Text: In the 1880s, elements of the old west were fading and became romanticized through wild west shows. These promotions created opportunities for those with skills, including sharp-shooters. Adolph (Ad) Toepperwein was born in Boerne on October 16, 1869 to Johanna (Bergmann) and Emil Albrecht Ferdinand Toepperwein, who immigrated to Texas from Prussia in 1850. Ad's father was a gunsmith who built and designed guns and, because of this, Ad became proficient with firearms at a young age. By the age of ten, he could outshoot many veteran marksmen. After his father's death, Ad moved to San Antonio to perfect his shooting skills. In 1889, he quit his cartoonist job at the San Antonio Express and went to New York seeking a vaudeville job.

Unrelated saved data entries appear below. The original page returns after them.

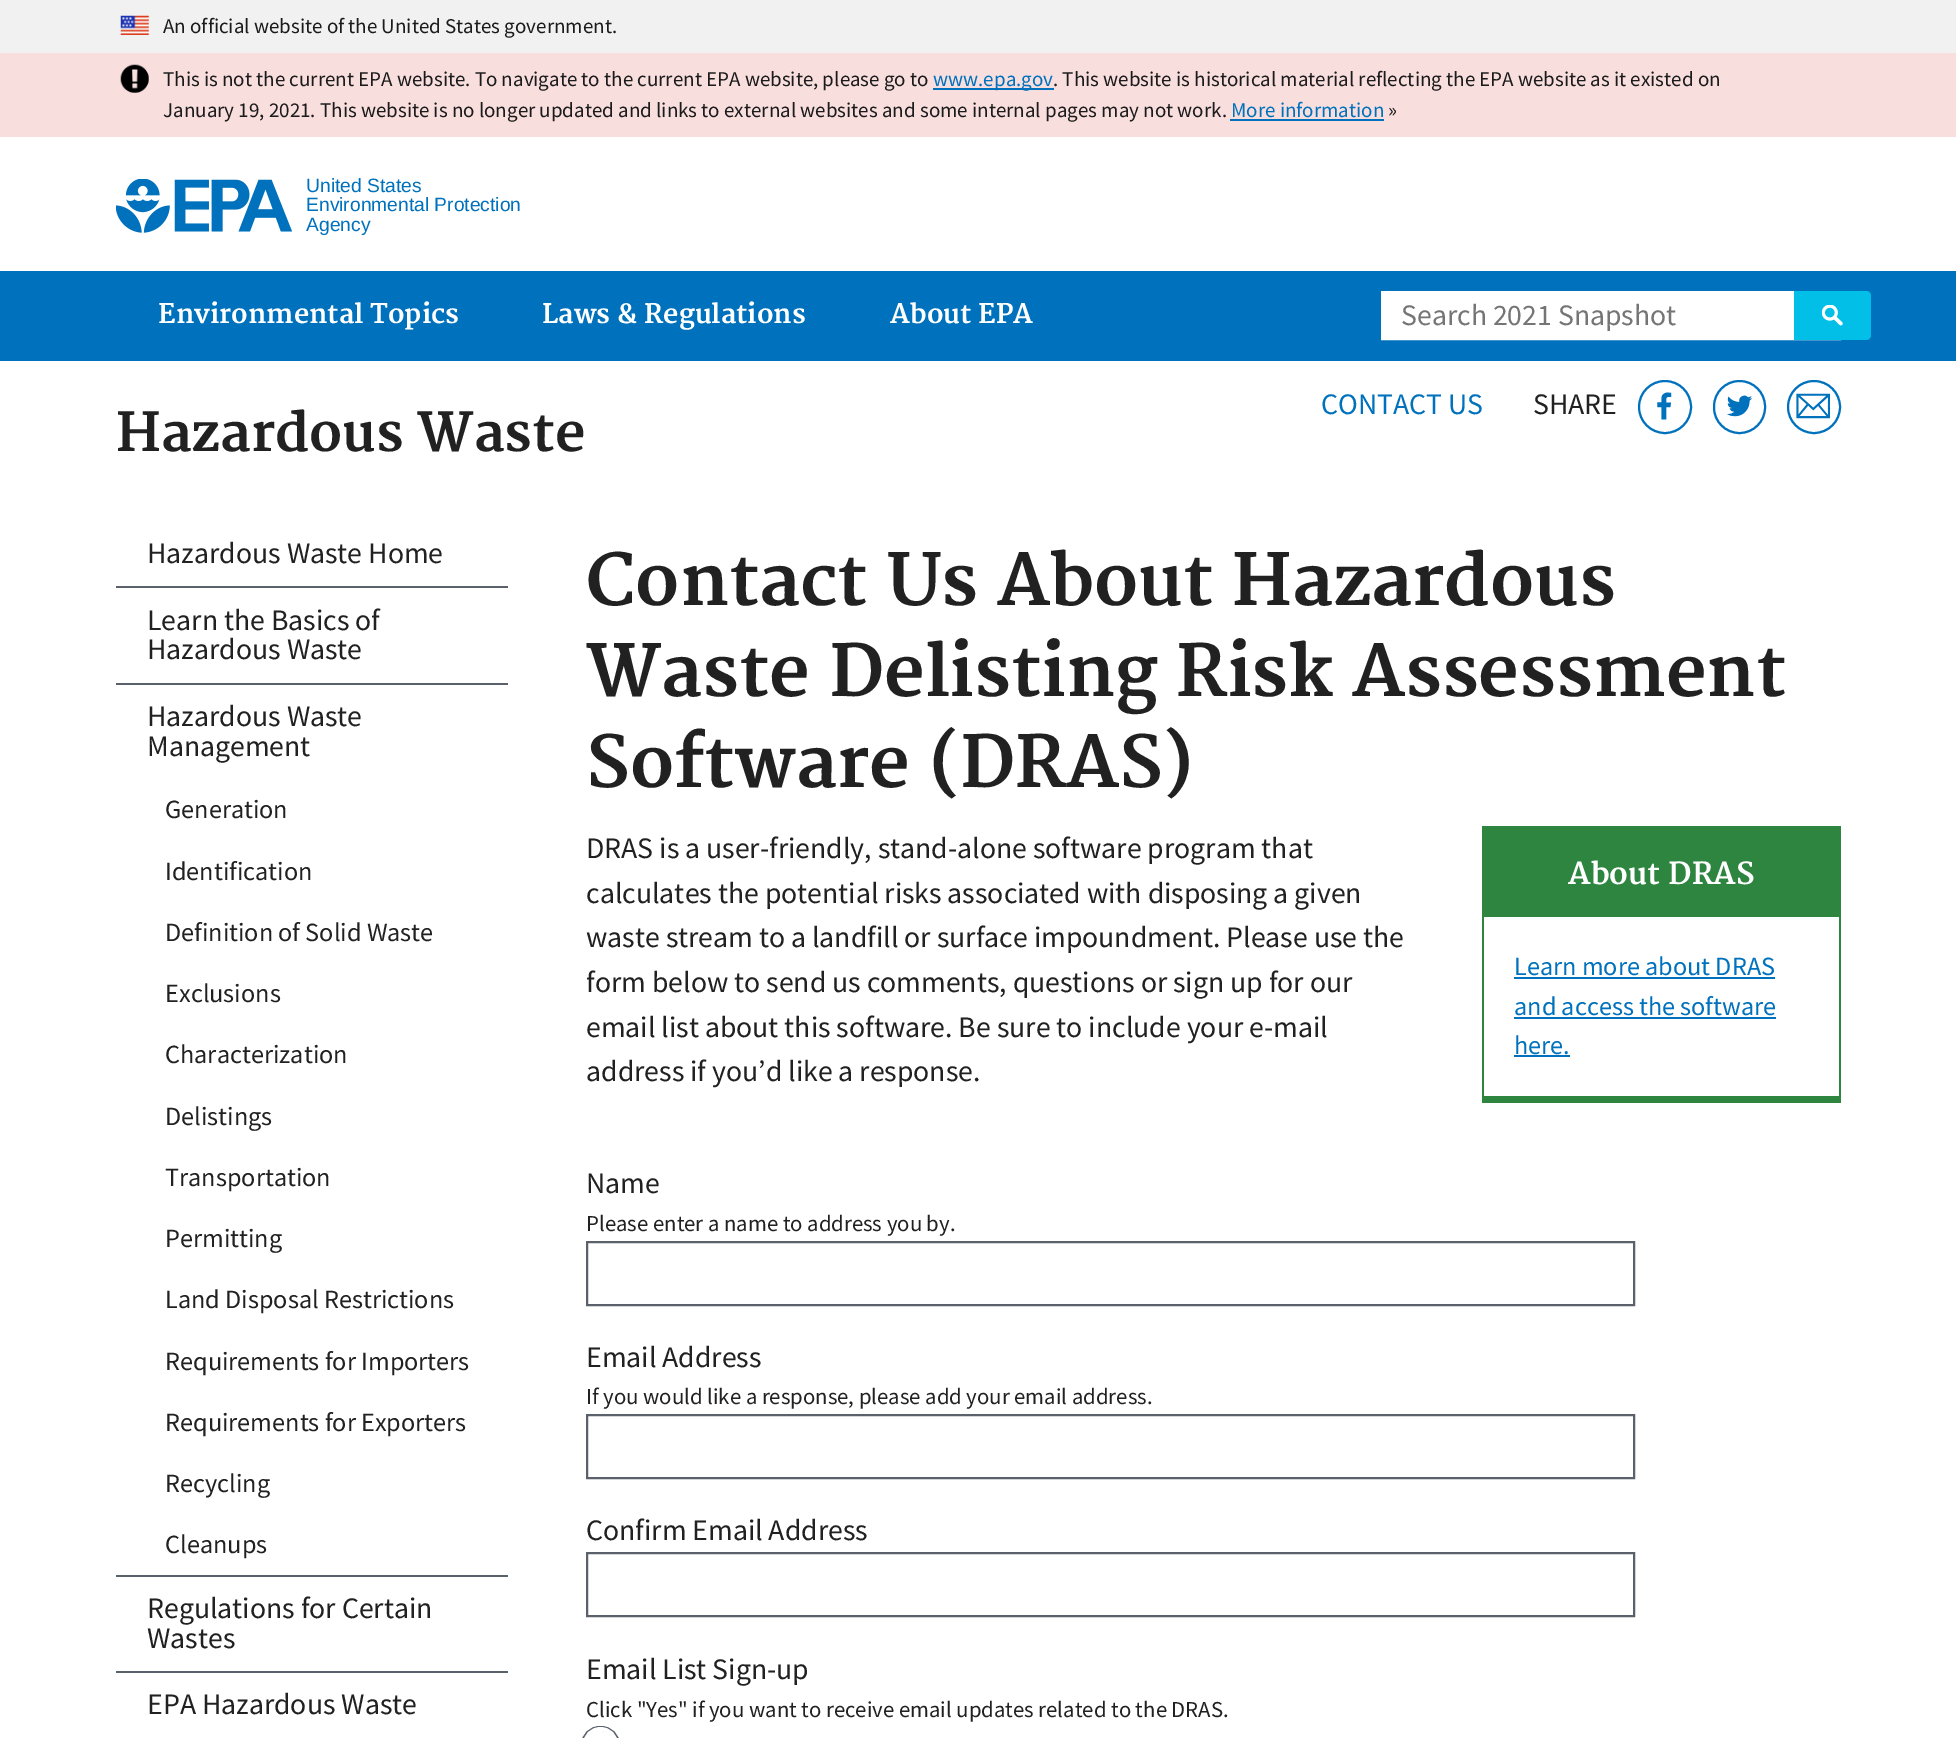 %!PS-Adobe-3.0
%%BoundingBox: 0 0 1956 1738
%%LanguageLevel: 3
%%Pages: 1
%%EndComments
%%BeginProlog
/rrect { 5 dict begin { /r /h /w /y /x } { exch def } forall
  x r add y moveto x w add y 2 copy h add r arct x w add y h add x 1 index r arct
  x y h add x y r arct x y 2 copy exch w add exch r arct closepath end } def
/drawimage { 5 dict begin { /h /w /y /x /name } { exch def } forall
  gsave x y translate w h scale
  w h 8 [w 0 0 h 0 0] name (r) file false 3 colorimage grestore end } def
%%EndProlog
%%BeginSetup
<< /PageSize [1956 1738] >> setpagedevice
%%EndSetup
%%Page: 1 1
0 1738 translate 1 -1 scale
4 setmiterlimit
1 setgray
0 0 1956 1738 rectfill
0.945 setgray
0 0 1956 53 rectfill
(images/1.raw) 120 15 29 20 drawimage
0.976 0.871 0.871 setrgbcolor
0 53 1956 84 rectfill
(images/2.raw) 120 64 29 29 drawimage
0 0.443 0.737 setrgbcolor
933 88 121 2 rectfill
1230 119 154 2 rectfill
(images/3.raw) 116 179 176 54 drawimage
0 271 1956 90 rectfill
1 setgray
1383 293 411 45 rectfill
2 setlinewidth
1382 292 458 47 rectstroke
0.008 0.749 0.906 setrgbcolor
newpath 1794 291 moveto 1866 291 lineto 1869 291 1871 293 1871 296 curveto 1871 335 lineto 1871 338 1869 340 1866 340 curveto 1794 340 lineto closepath fill
(images/4.raw) 1822 305 21 21 drawimage
0 0.443 0.737 setrgbcolor
newpath 1665 407 26 0 360 arc closepath stroke
(images/5.raw) 1657 392 15 28 drawimage
1714 381 51 52 25.5 rrect stroke
(images/6.raw) 1727 395 26 22 drawimage
newpath 1814 407 26 0 360 arc closepath stroke
(images/7.raw) 1796 393 34 26 drawimage
0.357 0.38 0.42 setrgbcolor
116 586 392 2 rectfill
116 683 392 2 rectfill
116 1575 392 2 rectfill
116 1671 392 2 rectfill
0.18 0.522 0.251 setrgbcolor
1482 826 359 91 rectfill
1839 917 2 186 rectfill
1482 1096 359 7 rectfill
1482 917 2 186 rectfill
0 0.443 0.737 setrgbcolor
1514 977 261 2 rectfill
1514 1017 262 2 rectfill
1514 1055 56 2 rectfill
0.357 0.38 0.42 setrgbcolor
587 1242 1047 63 rectstroke
587 1415 1047 63 rectstroke
587 1553 1047 63 rectstroke
5 setlinewidth
583.5 1728.5 34 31 16.5 rrect stroke
1 setgray
4 setlinewidth
585 1729 31 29 15.5 rrect stroke
586 1731 28 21 14 rrect fill
/SourceSansPro-Regular [21 0 0 -21 0 0] selectfont
0.106 setgray
163 33 moveto (An official website of the United States government.) show
163 86 moveto (This is not the current EPA website. To navigate to the current EPA website, please go to) show
0 0.443 0.737 setrgbcolor
933 86 moveto (www.epa.gov) show
0.106 setgray
1053 86 moveto (. This website is historical material reflecting the EPA website as it existed on) show
163 117 moveto (January 19, 2021. This website is no longer updated and links to external websites and some internal pages may not work.) show
0 0.443 0.737 setrgbcolor
1231 117 moveto (More information) show
0.106 setgray
1388 117 moveto (») show
/LiberationSans-Regular [19.25 0 0 -19.25 0 0] selectfont
0 0.443 0.737 setrgbcolor
306 192 moveto (United States) show
306 211 moveto (Environmental Protection) show
306 231 moveto (Agency) show
/SourceSansPro-Regular [29.75 0 0 -29.75 0 0] selectfont
0.459 setgray
1401 325 moveto (Search 2021 Snapshot) show
/Merriweather-Bold [26.25 0 0 -26.25 0 0] selectfont
1 setgray
158 323 moveto (Environmental Topics) show
542 323 moveto (Laws & Regulations) show
890 323 moveto (About EPA) show
/SourceSansPro-Regular [29.75 0 0 -29.75 0 0] selectfont
0 0.443 0.737 setrgbcolor
1321 414 moveto (CONTACT US) show
0.129 setgray
1533 414 moveto (SHARE) show
/Merriweather-Bold [52.5 0 0 -52.5 0 0] selectfont
116 451 moveto (Hazardous Waste) show
/SourceSansPro-Regular [29.75 0 0 -29.75 0 0] selectfont
147 563 moveto (Hazardous Waste Home) show
147 630 moveto (Learn the Basics of) show
147 659 moveto (Hazardous Waste) show
147 726 moveto (Hazardous Waste) show
147 756 moveto (Management) show
/SourceSansPro-Regular [26.25 0 0 -26.25 0 0] selectfont
165 818 moveto (Generation) show
165 880 moveto (Identification) show
165 941 moveto (Definition of Solid Waste) show
165 1002 moveto (Exclusions) show
165 1063 moveto (Characterization) show
165 1125 moveto (Delistings) show
165 1186 moveto (Transportation) show
165 1247 moveto (Permitting) show
165 1308 moveto (Land Disposal Restrictions) show
165 1370 moveto (Requirements for Importers) show
165 1431 moveto (Requirements for Exporters) show
165 1492 moveto (Recycling) show
165 1553 moveto (Cleanups) show
/SourceSansPro-Regular [29.75 0 0 -29.75 0 0] selectfont
147 1618 moveto (Regulations for Certain) show
147 1648 moveto (Wastes) show
147 1714 moveto (EPA Hazardous Waste) show
/Merriweather-Bold [70 0 0 -70 0 0] selectfont
586 605 moveto (Contact Us About Hazardous) show
586 696 moveto (Waste Delisting Risk Assessment) show
586 787 moveto (Software \(DRAS\)) show
/SourceSansPro-Regular [29.75 0 0 -29.75 0 0] selectfont
586 858 moveto (DRAS is a user-friendly, stand-alone software program that) show
586 903 moveto (calculates the potential risks associated with disposing a given) show
586 947 moveto (waste stream to a landfill or surface impoundment. Please use the) show
586 992 moveto (form below to send us comments, questions or sign up for our) show
586 1037 moveto (email list about this software. Be sure to include your e-mail) show
586 1081 moveto (address if you’d like a response.) show
/Merriweather-Bold [29.75 0 0 -29.75 0 0] selectfont
1 setgray
1568 884 moveto (About DRAS) show
/SourceSansPro-Regular [26.25 0 0 -26.25 0 0] selectfont
0 0.443 0.737 setrgbcolor
1514 975 moveto (Learn more about DRAS) show
1514 1015 moveto (and access the software) show
1514 1054 moveto (here.) show
/SourceSansPro-Regular [29.75 0 0 -29.75 0 0] selectfont
0.129 setgray
586 1193 moveto (Name) show
/SourceSansPro-Regular [22.75 0 0 -22.75 0 0] selectfont
586 1231 moveto (Please enter a name to address you by.) show
/SourceSansPro-Regular [29.75 0 0 -29.75 0 0] selectfont
586 1367 moveto (Email Address) show
/SourceSansPro-Regular [22.75 0 0 -22.75 0 0] selectfont
586 1404 moveto (If you would like a response, please add your email address.) show
/SourceSansPro-Regular [29.75 0 0 -29.75 0 0] selectfont
586 1540 moveto (Confirm Email Address) show
586 1679 moveto (Email List Sign-up) show
/SourceSansPro-Regular [22.75 0 0 -22.75 0 0] selectfont
586 1717 moveto (Click "Yes" if you want to receive email updates related to the DRAS.) show
showpage
%%EOF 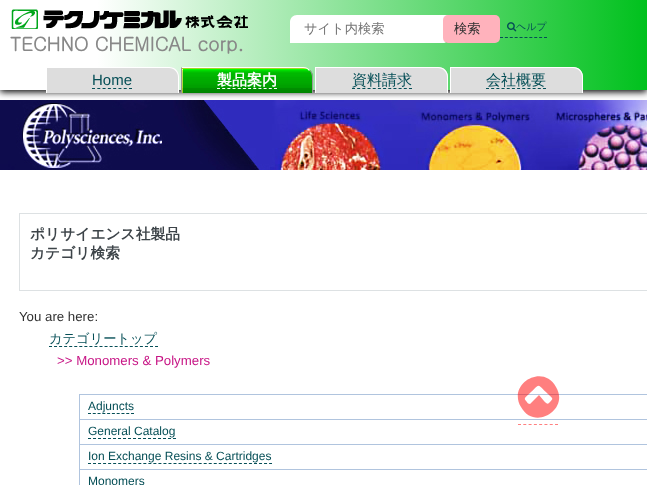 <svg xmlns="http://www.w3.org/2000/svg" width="647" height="485">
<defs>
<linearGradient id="g1" gradientUnits="userSpaceOnUse" x1="0" y1="45" x2="647" y2="45"><stop offset="0.15" stop-color="#fff"/><stop offset="1" stop-color="#00c11d"/></linearGradient>
</defs>
<rect width="100%" height="100%" fill="#fff"/>
<rect y="2" width="647" height="90" fill="#000" filter="blur(3.5px)"/>
<rect width="647" height="90" fill="url(#g1)"/>
<path d="M297 15h151v23c0 3-2 5-5 5h-153v-21c0-4 3-7 7-7z" fill="#fff"/>
<text x="304" y="33" style="font-family:WenQuanYi Zen Hei;font-size:13.25px;font-weight:500;fill:#757575">サイト内検索</text>
<rect x="443" y="15" width="57" height="28" rx="5" fill="#ffb2bc"/>
<text x="454" y="33" style="font-family:WenQuanYi Zen Hei;font-size:13.25px;font-weight:500;fill:#303030">検索</text>
<path d="M500 37.5h47" fill="none" stroke="#054e56" stroke-dasharray="3 1.89"/>
<image x="507" y="22" width="10" height="10" href="media/1.png"/>
<text x="516" y="30" style="font-family:WenQuanYi Zen Hei;font-size:10px;font-weight:500;fill:#054e56">ヘルプ</text>
<path d="M46 67h123c5.5 0 10 4.5 10 10v16h-133z" fill="#ddd"/>
<path d="M46 67h123c6 0 10 4 10 10v16h-133zm1 1h122c5 0 9 4 9 9v16h-131z" fill="#fff" fill-rule="evenodd"/>
<text x="92" y="85" style="font-family:Liberation Sans;font-size:15px;fill:#054e56">Home</text>
<path d="M92 88.5h40" fill="none" stroke="#054e56" stroke-dasharray="3 2.29"/>
<image x="181" y="67" width="132" height="26" href="media/2.png"/>
<path d="M181 67l1 1h121c3 0 5 1 6 3l1-1c-2-2-4-3-7-3z" fill="#fff"/>
<path d="M312 93h1v-16c0-3-1-5.5-3-7l-.5 .5c1.5 1.5 2.5 4 2.5 6.5z" fill="#999"/>
<path d="M181 67v26h1v-25z" fill="#999"/>
<text x="217" y="85" style="font-family:WenQuanYi Zen Hei;font-size:15px;font-weight:bold;fill:#fff">製品案内</text>
<path d="M217 88.5h60" fill="none" stroke="#fff" stroke-dasharray="3 2.18"/>
<path d="M315 67h123c5.5 0 10 4.5 10 10v16h-133z" fill="#ddd"/>
<path d="M315 67h123c6 0 10 4 10 10v16h-133zm1 1h122c5 0 9 4 9 9v16h-131z" fill="#fff" fill-rule="evenodd"/>
<text x="352" y="85" style="font-family:WenQuanYi Zen Hei;font-size:15px;font-weight:500;fill:#054e56">資料請求</text>
<path d="M352 88.5h60" fill="none" stroke="#054e56" stroke-dasharray="3 2.18"/>
<path d="M450 67h123c5.5 0 10 4.5 10 10v16h-133z" fill="#ddd"/>
<path d="M450 67h123c6 0 10 4 10 10v16h-133zm1 1h122c5 0 9 4 9 9v16h-131z" fill="#fff" fill-rule="evenodd"/>
<text x="486" y="85" style="font-family:WenQuanYi Zen Hei;font-size:15px;font-weight:500;fill:#054e56">会社概要</text>
<path d="M486 88.5h60" fill="none" stroke="#054e56" stroke-dasharray="3 2.18"/>
<image x="11" y="9" width="237" height="20" href="media/3.png"/>
<text x="10" y="51" style="font-family:Gulim;font-size:19px;font-weight:bold;fill:#888">TECHNO CHEMICAL corp.</text>
<image x="0" y="100" width="647" height="70" href="media/4.png"/>
<rect x="19.5" y="213.5" width="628" height="77" fill="none" stroke="#dde1e3"/>
<text x="30" y="239" style="font-family:WenQuanYi Zen Hei;font-size:14.75px;font-weight:bold;fill:#3d4449">ポリサイエンス社製品</text>
<text x="30" y="258" style="font-family:WenQuanYi Zen Hei;font-size:14.75px;font-weight:bold;fill:#3d4449">カテゴリ検索</text>
<text x="19" y="321" style="font-family:Liberation Sans;font-size:13.25px;fill:#303030">You are here:</text>
<text x="49" y="343" style="font-family:WenQuanYi Zen Hei;font-size:13.25px;font-weight:500;fill:#054e56">カテゴリートップ</text>
<path d="M49 346.5h109" fill="none" stroke="#054e56" stroke-dasharray="3 2.05"/>
<text x="57" y="365" style="font-family:Liberation Sans;font-size:13.25px;fill:#c71585">&gt;&gt; Monomers &amp; Polymers</text>
<rect x="79" y="394" width="568" height="1" fill="#b0c4de"/>
<rect x="79" y="419" width="568" height="1" fill="#b0c4de"/>
<rect x="79" y="444" width="568" height="1" fill="#b0c4de"/>
<rect x="79" y="469" width="568" height="1" fill="#b0c4de"/>
<rect x="79" y="469" width="1" height="16" fill="#b0c4de"/>
<rect x="79" y="444" width="1" height="26" fill="#b0c4de"/>
<rect x="79" y="419" width="1" height="26" fill="#b0c4de"/>
<rect x="79" y="394" width="1" height="26" fill="#b0c4de"/>
<text x="88" y="410" style="font-family:Liberation Sans;font-size:12px;fill:#054e56">Adjuncts</text>
<path d="M88 413.5h46" fill="none" stroke="#054e56" stroke-dasharray="3 1.78"/>
<text x="88" y="435" style="font-family:Liberation Sans;font-size:12px;fill:#054e56">General Catalog</text>
<path d="M88 438.5h88" fill="none" stroke="#054e56" stroke-dasharray="3 2"/>
<text x="88" y="460" style="font-family:Liberation Sans;font-size:12px;fill:#054e56">Ion Exchange Resins &amp; Cartridges</text>
<path d="M88 463.5h184" fill="none" stroke="#054e56" stroke-dasharray="3 2.03"/>
<text x="88" y="485" style="font-family:Liberation Sans;font-size:12px;fill:#054e56">Monomers</text>
<path d="M518 424.5h40" fill="none" stroke="#ff8080" stroke-dasharray="3 2.29"/>
<path d="M549 403c5-5 4-4-1-9c-12-11-7-11-19 0c-4 4-6 4-2 8c0 1 2 2 3 2l9-9l5 6c1 1 3 4 5 2zm7-16c14 23-22 44-35 20c-14-23 22-44 35-20z" fill="#ff000080"/>
</svg>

For two years, he shared the stage with many vaudeville acts. He then joined the Orin Brothers Circus, with which he toured for eight years. In 1901, the Winchester Repeating Firearms Company signed him to a long-term contract as an exhibition shooter. On a visit to the Winchester plant in Connecticut in 1902, ad met a cartridge assembler named Elizabeth Servaty. After a short courtship, they were married. Ad taught her how to shoot and they began touring as a husband and wife shooting team known as the Wonderful Toepperweins. they traveled for over forty years until Elizabeth died in 1945. Ad retired in 1951 and died on March 4, 1962. Ad was a long-time member of the Boerne Schuetzen Verein, was inducted into the Texas Sports Hall of Fame in 1966, made Ripley's Believe It or Not and the Guinness Book of World Records. One of Boerne's most famous sons is remembered and respected for his many shooting records over the years.